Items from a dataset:
————
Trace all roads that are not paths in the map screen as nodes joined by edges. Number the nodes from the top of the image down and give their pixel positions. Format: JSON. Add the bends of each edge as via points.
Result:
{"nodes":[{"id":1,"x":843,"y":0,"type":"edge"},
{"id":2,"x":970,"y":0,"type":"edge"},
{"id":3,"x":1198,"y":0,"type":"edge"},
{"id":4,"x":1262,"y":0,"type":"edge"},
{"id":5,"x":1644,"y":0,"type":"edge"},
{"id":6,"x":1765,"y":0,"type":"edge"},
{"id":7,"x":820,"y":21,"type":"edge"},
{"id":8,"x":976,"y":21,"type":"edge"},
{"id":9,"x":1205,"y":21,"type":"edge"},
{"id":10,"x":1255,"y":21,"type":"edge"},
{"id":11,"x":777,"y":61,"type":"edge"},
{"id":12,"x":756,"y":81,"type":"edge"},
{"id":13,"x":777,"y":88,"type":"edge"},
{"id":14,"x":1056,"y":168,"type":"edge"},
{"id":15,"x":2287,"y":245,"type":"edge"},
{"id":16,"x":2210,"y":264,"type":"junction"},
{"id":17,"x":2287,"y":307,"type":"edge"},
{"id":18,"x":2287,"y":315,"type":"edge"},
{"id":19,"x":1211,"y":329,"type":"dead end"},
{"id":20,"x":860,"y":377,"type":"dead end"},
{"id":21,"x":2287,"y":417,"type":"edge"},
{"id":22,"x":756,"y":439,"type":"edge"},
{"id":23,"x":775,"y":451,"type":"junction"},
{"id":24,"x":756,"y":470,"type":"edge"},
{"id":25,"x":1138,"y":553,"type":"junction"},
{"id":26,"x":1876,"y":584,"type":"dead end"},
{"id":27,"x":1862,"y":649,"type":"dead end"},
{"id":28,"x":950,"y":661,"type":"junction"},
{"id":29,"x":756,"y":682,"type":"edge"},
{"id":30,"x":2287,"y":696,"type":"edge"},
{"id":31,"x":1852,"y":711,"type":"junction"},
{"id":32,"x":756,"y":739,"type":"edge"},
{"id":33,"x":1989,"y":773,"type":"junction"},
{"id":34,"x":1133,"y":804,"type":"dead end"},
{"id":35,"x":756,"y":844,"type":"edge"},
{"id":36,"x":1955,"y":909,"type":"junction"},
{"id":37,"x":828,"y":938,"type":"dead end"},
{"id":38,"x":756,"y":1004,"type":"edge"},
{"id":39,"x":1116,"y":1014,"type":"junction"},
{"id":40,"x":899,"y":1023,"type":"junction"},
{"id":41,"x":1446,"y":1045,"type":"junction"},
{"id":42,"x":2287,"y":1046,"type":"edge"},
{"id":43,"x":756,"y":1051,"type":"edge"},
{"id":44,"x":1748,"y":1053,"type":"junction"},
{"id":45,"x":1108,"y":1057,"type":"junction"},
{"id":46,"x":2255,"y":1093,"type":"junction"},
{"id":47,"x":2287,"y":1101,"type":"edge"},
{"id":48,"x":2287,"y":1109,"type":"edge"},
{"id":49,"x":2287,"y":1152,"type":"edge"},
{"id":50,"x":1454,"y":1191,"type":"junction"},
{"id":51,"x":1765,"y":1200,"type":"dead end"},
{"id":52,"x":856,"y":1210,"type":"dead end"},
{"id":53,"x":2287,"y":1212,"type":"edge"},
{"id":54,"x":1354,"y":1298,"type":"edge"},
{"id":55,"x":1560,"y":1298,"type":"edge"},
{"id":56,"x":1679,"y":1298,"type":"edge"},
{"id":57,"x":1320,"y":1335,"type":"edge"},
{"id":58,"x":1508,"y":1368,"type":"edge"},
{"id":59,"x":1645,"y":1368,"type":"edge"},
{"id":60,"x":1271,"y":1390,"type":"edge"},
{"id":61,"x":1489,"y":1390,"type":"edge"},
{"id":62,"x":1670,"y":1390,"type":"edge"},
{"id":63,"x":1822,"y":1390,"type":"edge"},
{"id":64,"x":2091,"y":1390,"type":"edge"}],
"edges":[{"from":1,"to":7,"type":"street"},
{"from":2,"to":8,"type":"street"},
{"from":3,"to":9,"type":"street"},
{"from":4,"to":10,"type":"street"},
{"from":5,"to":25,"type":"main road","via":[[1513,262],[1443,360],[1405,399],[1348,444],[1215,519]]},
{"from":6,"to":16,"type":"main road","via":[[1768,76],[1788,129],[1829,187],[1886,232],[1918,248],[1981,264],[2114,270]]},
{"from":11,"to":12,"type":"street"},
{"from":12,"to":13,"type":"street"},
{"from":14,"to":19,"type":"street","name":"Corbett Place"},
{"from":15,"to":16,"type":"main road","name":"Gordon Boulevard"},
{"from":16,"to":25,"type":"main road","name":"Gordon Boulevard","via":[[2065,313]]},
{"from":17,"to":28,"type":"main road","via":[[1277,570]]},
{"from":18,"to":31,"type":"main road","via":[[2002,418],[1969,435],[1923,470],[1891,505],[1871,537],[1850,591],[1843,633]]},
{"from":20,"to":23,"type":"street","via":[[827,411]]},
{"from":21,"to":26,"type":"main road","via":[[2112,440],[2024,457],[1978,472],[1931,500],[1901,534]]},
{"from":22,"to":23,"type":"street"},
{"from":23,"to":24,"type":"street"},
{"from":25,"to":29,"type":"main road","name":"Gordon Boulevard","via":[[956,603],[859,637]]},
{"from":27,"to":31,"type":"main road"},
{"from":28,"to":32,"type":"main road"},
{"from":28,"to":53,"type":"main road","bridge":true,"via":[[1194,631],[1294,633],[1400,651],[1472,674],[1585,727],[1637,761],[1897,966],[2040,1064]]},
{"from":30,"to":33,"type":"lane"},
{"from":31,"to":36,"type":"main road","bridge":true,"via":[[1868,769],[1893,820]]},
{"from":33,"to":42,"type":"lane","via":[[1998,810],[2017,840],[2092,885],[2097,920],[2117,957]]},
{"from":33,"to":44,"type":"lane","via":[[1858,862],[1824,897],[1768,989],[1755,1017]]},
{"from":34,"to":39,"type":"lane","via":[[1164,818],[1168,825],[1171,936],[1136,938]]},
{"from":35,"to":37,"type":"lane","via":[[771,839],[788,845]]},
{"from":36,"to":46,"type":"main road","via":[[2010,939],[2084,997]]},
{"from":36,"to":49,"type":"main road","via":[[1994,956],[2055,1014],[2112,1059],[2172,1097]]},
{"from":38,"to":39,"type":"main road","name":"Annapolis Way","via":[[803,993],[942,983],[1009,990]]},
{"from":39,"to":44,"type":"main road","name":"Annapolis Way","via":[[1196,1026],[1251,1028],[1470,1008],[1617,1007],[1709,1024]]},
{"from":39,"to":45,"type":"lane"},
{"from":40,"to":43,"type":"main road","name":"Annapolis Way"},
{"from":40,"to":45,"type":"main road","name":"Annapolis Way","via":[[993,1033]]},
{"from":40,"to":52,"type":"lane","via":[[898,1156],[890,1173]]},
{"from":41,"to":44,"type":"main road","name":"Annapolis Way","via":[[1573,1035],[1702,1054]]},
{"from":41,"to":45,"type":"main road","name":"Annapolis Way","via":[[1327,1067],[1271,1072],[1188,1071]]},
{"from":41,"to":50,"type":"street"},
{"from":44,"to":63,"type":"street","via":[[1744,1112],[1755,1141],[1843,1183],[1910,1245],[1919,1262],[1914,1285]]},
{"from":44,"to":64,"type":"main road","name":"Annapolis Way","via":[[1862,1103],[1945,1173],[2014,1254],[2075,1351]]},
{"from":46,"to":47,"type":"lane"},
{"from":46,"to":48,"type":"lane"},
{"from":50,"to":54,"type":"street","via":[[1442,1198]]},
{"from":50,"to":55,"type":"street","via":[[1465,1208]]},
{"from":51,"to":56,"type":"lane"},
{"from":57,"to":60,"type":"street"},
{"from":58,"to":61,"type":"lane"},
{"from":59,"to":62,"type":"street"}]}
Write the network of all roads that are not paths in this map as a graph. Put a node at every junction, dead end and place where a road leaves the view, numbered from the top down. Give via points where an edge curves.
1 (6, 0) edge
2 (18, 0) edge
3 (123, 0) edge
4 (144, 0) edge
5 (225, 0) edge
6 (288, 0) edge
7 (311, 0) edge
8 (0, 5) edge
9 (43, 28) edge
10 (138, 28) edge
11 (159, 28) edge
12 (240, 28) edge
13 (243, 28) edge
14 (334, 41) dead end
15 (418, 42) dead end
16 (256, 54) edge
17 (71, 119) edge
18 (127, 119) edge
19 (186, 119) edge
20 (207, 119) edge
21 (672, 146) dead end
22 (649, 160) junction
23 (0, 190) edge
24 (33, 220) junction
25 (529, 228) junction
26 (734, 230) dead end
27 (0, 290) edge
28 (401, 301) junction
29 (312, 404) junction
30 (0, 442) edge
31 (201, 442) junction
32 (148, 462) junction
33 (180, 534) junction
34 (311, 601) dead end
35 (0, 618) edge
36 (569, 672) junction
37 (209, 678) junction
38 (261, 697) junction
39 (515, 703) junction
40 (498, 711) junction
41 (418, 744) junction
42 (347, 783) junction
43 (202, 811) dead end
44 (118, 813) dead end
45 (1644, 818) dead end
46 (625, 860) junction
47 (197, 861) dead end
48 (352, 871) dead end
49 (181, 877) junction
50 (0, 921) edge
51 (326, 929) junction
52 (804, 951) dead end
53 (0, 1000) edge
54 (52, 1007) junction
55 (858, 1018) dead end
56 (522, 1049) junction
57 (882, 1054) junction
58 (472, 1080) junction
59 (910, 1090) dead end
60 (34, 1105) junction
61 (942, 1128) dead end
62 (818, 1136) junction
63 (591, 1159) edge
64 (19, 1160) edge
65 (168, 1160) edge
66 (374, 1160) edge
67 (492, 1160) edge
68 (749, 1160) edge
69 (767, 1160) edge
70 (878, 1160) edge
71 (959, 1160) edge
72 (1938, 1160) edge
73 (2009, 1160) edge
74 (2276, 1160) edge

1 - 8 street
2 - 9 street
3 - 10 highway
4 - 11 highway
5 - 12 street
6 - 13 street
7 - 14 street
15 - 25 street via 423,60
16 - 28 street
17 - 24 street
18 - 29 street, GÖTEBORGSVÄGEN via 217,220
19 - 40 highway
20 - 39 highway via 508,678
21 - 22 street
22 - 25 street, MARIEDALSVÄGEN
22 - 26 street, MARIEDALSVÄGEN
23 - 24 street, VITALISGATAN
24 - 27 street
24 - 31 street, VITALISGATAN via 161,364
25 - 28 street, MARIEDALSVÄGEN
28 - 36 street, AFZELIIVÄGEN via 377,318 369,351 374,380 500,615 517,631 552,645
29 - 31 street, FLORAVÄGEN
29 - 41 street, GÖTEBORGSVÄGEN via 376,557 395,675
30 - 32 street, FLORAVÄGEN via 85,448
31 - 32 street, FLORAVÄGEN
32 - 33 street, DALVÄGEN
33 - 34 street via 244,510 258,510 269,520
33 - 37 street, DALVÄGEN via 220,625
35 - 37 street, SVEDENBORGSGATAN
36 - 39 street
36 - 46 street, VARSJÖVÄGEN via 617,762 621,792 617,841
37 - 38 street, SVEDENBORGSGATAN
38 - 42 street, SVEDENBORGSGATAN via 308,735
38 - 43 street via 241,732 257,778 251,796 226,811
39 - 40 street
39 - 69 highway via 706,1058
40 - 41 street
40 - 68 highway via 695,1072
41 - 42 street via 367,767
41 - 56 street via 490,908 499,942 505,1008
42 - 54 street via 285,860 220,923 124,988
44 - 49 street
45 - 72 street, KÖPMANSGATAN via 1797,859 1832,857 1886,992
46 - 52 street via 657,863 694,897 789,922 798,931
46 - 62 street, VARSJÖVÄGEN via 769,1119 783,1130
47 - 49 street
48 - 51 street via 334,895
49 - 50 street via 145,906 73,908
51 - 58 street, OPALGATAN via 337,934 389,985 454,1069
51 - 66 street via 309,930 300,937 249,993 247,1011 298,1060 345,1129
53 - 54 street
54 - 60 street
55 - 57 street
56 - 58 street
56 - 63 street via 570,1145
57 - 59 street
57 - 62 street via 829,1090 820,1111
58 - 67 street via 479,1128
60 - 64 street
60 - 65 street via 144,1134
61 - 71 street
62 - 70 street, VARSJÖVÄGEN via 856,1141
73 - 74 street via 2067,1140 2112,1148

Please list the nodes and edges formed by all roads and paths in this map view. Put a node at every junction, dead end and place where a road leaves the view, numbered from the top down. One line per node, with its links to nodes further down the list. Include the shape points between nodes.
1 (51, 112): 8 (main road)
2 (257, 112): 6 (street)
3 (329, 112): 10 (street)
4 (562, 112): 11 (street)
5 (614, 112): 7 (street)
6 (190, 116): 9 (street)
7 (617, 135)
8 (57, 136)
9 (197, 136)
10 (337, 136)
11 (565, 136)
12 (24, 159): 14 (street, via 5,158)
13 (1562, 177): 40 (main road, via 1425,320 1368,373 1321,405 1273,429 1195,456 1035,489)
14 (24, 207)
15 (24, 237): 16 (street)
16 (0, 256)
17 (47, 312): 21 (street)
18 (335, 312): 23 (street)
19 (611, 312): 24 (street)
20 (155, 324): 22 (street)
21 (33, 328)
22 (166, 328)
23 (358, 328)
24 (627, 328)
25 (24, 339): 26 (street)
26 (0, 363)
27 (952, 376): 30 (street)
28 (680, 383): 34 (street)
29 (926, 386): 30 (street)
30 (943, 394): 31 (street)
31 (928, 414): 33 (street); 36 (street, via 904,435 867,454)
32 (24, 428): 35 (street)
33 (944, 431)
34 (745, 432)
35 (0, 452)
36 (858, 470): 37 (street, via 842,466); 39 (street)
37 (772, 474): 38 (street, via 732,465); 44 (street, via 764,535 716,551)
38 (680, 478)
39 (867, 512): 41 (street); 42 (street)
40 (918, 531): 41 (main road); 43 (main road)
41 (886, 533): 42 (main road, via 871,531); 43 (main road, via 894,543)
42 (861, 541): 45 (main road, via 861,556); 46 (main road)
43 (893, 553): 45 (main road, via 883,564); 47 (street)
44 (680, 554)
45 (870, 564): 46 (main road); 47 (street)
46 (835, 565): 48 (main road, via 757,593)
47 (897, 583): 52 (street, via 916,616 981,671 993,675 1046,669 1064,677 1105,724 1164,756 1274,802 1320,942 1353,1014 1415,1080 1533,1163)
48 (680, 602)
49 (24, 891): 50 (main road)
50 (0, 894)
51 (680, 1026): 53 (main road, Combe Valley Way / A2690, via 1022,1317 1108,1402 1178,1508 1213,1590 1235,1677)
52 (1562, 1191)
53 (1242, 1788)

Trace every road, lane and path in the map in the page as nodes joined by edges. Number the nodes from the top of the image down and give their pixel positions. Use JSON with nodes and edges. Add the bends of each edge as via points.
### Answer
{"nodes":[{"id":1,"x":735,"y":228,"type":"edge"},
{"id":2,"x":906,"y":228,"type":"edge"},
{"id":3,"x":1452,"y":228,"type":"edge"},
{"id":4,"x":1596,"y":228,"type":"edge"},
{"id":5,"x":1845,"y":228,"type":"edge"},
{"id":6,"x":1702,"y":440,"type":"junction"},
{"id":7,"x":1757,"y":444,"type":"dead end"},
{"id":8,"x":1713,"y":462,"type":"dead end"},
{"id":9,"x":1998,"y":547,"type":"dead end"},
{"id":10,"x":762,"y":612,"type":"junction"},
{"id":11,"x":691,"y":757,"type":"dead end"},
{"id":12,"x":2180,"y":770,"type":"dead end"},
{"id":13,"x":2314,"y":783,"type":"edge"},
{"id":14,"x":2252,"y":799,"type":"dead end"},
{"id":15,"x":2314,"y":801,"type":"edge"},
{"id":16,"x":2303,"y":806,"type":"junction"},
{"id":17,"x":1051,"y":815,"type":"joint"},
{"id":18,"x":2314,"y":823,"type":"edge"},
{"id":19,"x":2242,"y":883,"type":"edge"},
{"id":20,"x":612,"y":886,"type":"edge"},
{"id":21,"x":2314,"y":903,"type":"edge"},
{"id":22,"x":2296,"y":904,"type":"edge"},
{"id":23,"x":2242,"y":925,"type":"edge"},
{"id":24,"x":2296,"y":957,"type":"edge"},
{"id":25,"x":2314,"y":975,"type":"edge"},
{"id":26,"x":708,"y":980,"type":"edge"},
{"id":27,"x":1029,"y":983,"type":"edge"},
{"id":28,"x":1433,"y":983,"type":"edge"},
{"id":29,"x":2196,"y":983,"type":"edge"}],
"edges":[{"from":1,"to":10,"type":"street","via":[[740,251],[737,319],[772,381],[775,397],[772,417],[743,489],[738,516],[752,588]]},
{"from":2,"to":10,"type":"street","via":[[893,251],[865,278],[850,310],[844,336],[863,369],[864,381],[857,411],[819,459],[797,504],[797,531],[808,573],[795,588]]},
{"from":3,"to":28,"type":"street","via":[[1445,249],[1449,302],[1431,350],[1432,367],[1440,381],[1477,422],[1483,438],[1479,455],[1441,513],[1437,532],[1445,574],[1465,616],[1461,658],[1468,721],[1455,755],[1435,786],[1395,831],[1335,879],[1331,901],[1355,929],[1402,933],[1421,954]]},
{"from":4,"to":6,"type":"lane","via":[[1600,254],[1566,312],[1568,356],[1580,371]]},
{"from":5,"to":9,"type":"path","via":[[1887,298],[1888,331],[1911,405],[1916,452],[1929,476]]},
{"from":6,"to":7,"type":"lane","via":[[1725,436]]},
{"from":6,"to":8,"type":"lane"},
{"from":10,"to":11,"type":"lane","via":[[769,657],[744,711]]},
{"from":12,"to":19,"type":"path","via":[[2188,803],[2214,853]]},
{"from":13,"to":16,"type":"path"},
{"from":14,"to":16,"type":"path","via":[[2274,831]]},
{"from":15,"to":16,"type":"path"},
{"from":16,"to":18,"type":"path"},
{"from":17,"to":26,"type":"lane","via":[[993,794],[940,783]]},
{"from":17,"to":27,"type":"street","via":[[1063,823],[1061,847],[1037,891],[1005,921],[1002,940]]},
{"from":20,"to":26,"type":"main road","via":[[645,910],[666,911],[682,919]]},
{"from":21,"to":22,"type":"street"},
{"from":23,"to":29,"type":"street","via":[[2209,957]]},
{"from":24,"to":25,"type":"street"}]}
————
Problem → Wherever the string "GÖTEBORGSVÄGEN" appears in the records, copy the whole line.

Answer to this problem →
18 - 29 street, GÖTEBORGSVÄGEN via 217,220
29 - 41 street, GÖTEBORGSVÄGEN via 376,557 395,675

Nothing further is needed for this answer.